Abstract

77 Background: Invasion of the urinary bladder and/or the rectum by locally advanced castration sensitive (CSPC) or castration resistant PCA (CRPC) can result in debilitating symptoms with a significant negative impact on the patient’s well-being. Local progression might develop despite the application of new life prolonging agents. It was the purpose to retrospectively review the surgical and oncological outcome following pelvic exenteration surgery (PES) for locally advanced and symptomatic CRPC. Methods: Retrospective, single-centre, dual surgeon study of 103 men with symptomatic locally progressive and symptomatic CS- and CRPC treated between 2008 and 2019. Primary endpoint was symptomatic free survival (SFS) and the secondary endpoint were overall survival (OS) and complications defined by Clavien-Dindo criteria.
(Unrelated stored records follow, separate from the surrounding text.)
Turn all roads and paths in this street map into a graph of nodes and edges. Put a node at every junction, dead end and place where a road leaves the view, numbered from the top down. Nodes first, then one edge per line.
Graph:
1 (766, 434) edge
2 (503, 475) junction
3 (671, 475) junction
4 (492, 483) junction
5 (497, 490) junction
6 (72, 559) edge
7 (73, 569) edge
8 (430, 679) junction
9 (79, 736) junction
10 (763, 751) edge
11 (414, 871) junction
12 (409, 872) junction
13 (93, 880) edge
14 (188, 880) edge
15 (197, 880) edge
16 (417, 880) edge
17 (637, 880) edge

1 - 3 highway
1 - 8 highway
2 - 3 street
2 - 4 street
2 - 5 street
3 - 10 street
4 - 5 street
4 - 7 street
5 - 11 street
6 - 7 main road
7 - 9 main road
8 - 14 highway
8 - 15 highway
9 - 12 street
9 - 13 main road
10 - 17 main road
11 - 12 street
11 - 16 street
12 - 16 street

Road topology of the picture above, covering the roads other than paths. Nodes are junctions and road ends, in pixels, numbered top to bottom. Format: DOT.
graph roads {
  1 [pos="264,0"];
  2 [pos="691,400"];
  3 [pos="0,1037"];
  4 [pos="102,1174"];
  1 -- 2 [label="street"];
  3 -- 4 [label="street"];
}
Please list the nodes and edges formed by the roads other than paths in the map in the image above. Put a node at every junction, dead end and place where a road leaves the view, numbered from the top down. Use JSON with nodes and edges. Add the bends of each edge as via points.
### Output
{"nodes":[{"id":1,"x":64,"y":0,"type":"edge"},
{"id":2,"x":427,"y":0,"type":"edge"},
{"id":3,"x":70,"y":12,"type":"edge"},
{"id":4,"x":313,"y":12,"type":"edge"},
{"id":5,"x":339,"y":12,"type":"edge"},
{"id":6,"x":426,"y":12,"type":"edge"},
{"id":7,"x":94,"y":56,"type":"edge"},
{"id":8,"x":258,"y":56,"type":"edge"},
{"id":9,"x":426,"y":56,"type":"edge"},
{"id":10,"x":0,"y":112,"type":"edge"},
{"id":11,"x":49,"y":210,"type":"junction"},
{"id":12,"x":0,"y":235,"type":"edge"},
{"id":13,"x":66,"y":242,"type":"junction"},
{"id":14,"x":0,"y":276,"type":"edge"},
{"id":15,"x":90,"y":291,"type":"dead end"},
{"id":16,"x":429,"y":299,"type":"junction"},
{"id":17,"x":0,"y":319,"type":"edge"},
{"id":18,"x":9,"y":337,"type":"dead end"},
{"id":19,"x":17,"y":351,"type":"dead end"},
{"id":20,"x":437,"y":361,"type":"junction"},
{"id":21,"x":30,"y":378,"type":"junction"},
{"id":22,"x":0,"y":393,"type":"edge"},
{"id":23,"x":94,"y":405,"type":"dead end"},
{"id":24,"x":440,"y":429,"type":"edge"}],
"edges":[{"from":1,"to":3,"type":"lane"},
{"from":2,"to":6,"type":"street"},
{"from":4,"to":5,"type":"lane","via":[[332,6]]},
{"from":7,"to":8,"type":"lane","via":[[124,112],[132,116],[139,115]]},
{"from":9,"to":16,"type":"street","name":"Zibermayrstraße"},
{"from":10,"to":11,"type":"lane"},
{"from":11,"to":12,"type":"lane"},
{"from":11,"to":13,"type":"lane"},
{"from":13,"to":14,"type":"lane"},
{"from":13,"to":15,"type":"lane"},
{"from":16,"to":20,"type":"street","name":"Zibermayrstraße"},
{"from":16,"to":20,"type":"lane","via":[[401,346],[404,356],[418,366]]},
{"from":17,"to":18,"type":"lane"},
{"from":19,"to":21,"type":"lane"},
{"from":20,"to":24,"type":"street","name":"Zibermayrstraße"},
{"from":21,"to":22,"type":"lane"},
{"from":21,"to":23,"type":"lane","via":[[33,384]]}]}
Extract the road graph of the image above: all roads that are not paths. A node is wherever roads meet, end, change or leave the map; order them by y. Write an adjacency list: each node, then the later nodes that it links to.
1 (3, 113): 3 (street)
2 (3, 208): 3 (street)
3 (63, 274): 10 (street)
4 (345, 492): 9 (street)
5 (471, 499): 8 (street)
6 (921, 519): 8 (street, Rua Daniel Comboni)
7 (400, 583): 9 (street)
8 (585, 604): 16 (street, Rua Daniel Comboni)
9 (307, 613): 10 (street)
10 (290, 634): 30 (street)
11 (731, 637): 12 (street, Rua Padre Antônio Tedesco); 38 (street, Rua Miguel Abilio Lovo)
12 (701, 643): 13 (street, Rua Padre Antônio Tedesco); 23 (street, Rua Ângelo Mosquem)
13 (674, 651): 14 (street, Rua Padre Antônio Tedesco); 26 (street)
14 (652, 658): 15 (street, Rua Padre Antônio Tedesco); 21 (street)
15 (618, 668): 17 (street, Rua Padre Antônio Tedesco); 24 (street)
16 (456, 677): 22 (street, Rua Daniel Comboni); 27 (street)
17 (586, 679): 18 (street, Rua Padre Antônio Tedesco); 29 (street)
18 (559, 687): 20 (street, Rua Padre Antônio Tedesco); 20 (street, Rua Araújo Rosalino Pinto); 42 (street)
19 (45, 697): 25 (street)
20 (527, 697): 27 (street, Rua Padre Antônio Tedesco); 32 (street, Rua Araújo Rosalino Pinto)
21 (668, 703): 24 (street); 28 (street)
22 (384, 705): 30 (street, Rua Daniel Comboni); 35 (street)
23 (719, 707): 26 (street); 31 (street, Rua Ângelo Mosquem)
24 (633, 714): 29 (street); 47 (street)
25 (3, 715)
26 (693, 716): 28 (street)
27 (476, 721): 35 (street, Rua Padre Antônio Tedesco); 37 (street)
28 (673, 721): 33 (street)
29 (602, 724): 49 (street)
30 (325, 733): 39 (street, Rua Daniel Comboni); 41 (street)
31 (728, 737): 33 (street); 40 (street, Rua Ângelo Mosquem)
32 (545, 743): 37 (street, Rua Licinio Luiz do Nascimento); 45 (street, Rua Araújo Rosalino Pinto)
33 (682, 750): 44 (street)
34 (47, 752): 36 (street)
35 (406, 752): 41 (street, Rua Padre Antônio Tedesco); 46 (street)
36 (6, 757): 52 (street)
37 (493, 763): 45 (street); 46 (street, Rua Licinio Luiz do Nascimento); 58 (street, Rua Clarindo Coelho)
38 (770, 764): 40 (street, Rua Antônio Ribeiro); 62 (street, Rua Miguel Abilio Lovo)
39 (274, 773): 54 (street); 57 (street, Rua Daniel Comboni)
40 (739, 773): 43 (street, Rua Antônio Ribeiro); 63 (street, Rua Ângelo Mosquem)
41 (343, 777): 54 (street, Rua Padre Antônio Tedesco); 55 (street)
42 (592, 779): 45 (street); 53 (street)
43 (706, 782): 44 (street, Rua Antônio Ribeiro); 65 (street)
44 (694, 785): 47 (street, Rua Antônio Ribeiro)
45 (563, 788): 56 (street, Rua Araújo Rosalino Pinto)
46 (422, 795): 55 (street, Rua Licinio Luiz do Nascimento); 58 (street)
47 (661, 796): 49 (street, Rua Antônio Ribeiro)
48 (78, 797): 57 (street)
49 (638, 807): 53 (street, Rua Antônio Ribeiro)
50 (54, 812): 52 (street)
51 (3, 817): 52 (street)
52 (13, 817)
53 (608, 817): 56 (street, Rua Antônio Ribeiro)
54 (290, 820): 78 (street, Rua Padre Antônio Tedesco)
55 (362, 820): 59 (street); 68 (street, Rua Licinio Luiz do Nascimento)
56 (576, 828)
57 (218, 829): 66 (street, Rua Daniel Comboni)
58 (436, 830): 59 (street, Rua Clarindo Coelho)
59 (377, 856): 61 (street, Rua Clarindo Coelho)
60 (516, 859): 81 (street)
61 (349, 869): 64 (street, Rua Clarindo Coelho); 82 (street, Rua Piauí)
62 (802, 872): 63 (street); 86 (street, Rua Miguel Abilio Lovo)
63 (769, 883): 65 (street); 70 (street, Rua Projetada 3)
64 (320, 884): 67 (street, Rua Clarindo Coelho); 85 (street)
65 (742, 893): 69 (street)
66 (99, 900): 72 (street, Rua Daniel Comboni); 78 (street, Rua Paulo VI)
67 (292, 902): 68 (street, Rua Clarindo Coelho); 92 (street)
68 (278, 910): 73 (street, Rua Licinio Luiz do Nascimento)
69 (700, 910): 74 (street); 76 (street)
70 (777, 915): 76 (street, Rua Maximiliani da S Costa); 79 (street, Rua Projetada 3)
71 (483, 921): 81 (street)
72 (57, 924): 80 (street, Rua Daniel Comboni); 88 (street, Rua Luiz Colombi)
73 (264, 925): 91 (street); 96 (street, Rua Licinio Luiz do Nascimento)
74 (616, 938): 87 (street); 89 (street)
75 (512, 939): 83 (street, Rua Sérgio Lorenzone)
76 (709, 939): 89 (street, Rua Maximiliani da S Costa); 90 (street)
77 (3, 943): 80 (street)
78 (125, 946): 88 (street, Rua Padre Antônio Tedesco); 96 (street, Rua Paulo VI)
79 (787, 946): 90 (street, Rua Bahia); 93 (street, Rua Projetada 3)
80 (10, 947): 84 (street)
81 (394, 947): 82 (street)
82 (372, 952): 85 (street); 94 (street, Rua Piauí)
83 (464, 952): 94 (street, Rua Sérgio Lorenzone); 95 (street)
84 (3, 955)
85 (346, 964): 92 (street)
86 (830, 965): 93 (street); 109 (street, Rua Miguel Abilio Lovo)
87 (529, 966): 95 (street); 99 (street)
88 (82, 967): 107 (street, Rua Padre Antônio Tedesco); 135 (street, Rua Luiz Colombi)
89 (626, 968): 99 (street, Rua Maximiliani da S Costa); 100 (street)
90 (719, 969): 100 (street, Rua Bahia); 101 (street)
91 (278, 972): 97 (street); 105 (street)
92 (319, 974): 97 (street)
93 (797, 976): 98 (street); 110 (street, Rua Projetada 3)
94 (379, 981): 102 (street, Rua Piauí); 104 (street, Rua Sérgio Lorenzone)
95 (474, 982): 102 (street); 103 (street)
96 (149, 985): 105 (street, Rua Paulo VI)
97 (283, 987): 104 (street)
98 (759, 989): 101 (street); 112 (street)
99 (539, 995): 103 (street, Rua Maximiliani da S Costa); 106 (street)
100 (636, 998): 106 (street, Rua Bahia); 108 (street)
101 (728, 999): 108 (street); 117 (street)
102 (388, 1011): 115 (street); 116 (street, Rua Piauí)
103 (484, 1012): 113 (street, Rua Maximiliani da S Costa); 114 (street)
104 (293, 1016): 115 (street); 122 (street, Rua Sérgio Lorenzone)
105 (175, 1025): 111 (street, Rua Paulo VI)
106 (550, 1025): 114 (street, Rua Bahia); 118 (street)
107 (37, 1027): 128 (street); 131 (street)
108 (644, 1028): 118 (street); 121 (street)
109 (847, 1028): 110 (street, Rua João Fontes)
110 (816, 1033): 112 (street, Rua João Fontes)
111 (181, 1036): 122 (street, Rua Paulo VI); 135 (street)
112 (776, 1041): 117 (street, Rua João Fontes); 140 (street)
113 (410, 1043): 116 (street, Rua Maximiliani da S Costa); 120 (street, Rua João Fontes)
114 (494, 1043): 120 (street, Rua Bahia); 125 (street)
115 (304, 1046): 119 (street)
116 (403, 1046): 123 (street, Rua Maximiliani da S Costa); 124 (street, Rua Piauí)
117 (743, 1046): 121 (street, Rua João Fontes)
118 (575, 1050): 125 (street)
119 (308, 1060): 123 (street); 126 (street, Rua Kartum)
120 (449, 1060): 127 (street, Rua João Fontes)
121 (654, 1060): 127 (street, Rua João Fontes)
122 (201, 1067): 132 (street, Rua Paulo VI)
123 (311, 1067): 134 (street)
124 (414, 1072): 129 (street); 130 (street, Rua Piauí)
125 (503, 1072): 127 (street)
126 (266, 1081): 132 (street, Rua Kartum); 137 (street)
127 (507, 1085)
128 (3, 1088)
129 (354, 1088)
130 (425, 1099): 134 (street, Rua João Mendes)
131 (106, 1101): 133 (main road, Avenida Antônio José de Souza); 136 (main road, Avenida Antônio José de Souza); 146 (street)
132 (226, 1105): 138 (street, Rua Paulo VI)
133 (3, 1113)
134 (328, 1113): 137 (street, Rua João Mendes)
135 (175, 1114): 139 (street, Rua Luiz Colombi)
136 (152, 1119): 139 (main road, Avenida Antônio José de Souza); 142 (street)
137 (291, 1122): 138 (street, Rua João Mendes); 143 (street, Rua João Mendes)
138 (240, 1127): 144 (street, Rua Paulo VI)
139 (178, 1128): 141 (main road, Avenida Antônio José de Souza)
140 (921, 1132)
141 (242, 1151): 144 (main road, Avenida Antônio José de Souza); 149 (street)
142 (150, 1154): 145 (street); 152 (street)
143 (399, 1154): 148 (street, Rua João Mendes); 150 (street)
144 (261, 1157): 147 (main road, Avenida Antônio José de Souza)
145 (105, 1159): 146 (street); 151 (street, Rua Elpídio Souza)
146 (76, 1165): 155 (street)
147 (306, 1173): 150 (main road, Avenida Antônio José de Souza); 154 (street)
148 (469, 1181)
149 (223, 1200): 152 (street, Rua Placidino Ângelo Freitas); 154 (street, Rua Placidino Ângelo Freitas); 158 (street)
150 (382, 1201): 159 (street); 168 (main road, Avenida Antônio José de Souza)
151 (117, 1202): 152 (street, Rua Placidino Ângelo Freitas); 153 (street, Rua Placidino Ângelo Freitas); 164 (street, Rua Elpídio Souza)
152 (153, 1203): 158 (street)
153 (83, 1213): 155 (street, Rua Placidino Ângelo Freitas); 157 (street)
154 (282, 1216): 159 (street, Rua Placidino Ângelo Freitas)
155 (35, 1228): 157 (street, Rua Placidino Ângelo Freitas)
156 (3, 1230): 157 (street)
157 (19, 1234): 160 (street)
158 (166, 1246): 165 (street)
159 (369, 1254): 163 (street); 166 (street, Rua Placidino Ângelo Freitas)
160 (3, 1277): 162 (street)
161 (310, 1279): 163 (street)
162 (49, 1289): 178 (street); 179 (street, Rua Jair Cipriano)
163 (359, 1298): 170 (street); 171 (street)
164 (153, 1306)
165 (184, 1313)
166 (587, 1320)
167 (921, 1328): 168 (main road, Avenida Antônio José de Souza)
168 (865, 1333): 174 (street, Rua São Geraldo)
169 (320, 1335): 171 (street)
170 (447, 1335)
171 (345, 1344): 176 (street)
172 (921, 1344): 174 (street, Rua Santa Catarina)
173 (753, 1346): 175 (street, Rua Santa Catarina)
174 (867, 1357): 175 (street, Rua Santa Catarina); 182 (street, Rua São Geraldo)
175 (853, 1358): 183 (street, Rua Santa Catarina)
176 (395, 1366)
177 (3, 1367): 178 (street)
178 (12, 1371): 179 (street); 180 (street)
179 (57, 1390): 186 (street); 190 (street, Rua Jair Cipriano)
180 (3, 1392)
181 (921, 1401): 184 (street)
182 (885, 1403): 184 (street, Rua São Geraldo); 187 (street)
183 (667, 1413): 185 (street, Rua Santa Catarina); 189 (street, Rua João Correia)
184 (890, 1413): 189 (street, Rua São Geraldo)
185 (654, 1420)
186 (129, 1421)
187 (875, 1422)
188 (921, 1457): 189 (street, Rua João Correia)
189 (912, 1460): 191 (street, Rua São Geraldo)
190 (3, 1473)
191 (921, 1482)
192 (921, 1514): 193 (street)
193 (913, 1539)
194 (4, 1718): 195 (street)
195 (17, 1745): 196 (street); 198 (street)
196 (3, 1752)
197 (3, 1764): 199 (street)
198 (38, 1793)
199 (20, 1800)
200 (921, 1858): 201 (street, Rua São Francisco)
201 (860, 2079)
Statistical tests were two-tailed with a p-value <0.05 considered to indicate significance. Symptom-free survival and cancer specific survival were calculated using Kaplan-Meier analysis. Results: 9 (8.7%), 71 (68.8%) and 21 (22.4%) patients underwent radical prostatectomy, radical cystoprostatectomy or anterior and posterior exenteration, resp. After a median follow-up of 36.5 (3 – 123) months, the SFS at 1 and 3 years was 89.2% (n=89) and 64.1% (n=66). The median SFS was 27.9 months. 78.6% of the patients were symptom-free during their remaining lifetime. OS at 1 and 3 years was 92.2% and 43.7%, respectively, and the median OS was 33.6 months. Clavien-Dindo grade 2, 3 and 4 complications developed in 31 (30.6%), 12 (12%) and 8 (8.1%), respectively. Conclusions: PES is a technically feasible approach in well-selected patients resulting in symptom relief of > 90% of patients which covered almost 80% of the remaining life time. Adequate preoperative imaging studies, endoscopic evaluation and extensive surgical experience is mandatory to achieving a benefit for the individual patient with improvement of quality of life.